Saved data entries:
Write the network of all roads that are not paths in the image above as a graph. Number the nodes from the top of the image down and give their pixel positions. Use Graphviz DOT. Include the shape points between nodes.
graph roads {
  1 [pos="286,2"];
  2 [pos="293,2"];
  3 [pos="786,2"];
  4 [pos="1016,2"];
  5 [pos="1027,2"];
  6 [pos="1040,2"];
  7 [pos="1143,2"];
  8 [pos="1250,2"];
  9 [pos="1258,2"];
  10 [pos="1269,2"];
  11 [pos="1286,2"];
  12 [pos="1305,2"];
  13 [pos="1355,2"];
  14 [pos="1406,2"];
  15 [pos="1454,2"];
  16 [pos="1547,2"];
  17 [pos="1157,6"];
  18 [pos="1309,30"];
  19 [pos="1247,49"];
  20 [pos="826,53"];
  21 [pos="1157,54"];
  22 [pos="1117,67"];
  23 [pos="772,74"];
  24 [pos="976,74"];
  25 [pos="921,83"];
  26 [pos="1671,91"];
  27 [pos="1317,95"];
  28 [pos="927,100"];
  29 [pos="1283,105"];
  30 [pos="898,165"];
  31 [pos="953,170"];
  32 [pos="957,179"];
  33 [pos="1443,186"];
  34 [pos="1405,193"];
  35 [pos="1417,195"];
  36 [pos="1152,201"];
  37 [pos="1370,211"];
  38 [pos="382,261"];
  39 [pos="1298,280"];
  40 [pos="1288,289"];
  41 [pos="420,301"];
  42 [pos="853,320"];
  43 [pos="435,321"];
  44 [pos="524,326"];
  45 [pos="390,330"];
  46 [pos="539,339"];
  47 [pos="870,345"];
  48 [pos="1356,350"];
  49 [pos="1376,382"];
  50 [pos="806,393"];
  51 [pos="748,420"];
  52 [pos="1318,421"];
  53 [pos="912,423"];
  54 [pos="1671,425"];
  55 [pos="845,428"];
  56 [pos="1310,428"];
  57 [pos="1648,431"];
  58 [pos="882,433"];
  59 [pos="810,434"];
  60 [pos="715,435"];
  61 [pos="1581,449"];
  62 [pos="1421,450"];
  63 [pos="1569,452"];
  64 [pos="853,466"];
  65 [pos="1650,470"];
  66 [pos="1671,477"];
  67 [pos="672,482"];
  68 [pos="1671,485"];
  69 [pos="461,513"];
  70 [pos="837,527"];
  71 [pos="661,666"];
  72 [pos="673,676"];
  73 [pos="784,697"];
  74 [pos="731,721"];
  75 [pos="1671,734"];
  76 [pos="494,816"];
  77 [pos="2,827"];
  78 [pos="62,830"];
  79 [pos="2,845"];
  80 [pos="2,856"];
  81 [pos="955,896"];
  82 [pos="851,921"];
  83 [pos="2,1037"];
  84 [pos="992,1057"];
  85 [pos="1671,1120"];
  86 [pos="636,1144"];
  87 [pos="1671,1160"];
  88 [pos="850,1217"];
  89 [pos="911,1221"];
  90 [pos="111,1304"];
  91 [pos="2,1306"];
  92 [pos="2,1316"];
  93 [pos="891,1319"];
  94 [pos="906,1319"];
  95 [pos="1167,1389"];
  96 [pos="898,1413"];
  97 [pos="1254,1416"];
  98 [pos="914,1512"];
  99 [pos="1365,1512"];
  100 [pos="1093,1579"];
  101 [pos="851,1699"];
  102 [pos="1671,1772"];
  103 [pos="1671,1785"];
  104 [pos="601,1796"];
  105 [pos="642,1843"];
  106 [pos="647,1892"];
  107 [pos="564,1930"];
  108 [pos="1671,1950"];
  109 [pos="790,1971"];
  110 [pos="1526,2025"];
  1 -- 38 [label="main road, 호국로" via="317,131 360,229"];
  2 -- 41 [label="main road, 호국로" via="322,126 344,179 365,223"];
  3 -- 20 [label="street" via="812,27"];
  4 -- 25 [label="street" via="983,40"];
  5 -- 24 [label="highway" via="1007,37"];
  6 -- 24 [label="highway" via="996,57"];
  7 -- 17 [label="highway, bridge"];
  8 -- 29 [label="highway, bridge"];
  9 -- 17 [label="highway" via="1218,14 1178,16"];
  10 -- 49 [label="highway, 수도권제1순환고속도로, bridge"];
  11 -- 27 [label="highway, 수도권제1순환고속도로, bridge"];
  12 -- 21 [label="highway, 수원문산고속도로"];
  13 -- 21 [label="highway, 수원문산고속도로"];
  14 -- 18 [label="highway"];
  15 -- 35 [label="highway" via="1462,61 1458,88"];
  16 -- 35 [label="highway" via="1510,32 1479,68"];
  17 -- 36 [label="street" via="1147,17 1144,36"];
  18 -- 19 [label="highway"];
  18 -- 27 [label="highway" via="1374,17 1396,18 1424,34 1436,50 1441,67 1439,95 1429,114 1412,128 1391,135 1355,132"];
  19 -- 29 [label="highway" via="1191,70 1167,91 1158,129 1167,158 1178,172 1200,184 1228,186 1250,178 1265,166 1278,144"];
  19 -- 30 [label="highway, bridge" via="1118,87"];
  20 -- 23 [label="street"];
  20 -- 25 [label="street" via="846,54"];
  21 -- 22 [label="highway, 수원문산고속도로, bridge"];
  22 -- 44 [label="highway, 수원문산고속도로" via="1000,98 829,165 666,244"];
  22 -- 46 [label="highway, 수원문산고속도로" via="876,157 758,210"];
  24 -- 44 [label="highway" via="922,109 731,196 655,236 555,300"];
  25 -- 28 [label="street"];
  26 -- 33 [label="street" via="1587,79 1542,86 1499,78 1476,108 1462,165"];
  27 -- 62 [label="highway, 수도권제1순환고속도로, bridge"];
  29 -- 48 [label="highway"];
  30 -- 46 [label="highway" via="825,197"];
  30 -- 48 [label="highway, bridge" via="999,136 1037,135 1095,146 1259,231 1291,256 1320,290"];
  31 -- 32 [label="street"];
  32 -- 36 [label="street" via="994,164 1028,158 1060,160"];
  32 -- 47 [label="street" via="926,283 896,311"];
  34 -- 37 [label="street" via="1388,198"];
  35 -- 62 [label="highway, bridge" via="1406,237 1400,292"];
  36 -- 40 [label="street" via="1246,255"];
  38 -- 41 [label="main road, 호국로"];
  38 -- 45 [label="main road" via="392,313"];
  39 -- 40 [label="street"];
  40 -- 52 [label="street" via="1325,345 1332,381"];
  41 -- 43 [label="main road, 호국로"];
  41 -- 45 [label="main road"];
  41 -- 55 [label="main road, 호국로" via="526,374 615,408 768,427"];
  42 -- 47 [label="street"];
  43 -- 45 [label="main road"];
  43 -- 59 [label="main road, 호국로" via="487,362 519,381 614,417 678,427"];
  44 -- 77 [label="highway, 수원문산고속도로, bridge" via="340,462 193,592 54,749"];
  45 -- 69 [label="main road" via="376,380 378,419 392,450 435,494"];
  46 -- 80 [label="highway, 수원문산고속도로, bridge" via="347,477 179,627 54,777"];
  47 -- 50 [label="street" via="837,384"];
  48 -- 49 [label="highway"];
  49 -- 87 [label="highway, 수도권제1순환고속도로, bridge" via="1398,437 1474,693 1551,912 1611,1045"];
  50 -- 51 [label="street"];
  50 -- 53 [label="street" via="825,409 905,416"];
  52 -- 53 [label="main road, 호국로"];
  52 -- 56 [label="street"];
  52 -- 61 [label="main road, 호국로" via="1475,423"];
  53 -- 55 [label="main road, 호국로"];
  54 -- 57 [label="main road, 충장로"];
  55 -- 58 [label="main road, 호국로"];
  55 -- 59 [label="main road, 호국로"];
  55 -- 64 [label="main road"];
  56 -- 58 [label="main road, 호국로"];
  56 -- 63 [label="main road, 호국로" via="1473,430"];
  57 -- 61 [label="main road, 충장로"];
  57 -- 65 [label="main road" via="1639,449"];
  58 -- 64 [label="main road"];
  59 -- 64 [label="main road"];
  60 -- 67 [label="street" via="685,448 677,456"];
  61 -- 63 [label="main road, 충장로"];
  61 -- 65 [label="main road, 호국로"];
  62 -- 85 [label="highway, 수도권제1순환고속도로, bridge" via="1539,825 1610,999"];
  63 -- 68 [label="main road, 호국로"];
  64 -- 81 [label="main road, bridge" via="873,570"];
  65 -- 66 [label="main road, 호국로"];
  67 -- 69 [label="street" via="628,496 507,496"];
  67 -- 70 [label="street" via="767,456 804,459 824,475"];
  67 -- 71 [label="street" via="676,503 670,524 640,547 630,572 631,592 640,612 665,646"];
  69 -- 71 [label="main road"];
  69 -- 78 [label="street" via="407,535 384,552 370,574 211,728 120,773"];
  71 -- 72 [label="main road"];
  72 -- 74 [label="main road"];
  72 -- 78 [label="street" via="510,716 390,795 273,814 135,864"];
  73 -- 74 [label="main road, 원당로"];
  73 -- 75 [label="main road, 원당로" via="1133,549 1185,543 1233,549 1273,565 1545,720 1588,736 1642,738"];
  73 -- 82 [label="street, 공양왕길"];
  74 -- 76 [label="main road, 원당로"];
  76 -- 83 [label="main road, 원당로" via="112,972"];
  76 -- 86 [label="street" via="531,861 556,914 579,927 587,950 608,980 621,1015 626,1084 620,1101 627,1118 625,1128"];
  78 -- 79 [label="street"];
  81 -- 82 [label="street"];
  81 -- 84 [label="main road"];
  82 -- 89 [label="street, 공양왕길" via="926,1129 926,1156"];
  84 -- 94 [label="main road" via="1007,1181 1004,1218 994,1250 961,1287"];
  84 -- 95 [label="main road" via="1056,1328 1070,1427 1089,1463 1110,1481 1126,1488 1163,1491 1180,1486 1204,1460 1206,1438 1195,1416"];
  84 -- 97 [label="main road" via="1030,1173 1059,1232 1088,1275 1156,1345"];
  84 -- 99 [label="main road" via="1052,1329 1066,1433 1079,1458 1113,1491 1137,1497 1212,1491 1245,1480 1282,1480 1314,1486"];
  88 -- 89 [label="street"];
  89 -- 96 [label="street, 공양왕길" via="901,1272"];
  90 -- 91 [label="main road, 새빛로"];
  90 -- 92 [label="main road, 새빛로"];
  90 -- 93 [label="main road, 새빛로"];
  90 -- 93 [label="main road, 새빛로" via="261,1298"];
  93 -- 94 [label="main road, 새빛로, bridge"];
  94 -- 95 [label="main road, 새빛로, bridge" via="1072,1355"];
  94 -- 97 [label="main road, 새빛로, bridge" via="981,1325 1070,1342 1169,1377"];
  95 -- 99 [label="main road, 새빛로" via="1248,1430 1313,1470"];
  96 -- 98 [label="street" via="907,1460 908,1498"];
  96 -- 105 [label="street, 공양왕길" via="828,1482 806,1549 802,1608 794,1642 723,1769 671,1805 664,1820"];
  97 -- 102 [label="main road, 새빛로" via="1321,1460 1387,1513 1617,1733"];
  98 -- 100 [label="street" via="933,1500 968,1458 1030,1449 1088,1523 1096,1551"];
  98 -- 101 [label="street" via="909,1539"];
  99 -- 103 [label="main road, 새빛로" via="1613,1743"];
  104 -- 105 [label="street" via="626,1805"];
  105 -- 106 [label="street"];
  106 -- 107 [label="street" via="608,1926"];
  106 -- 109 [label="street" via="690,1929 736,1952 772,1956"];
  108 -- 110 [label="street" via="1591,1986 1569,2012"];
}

= Your task =
Please count the lines above that contain the word "roads", and reply with the number alone.

= Answer box =
2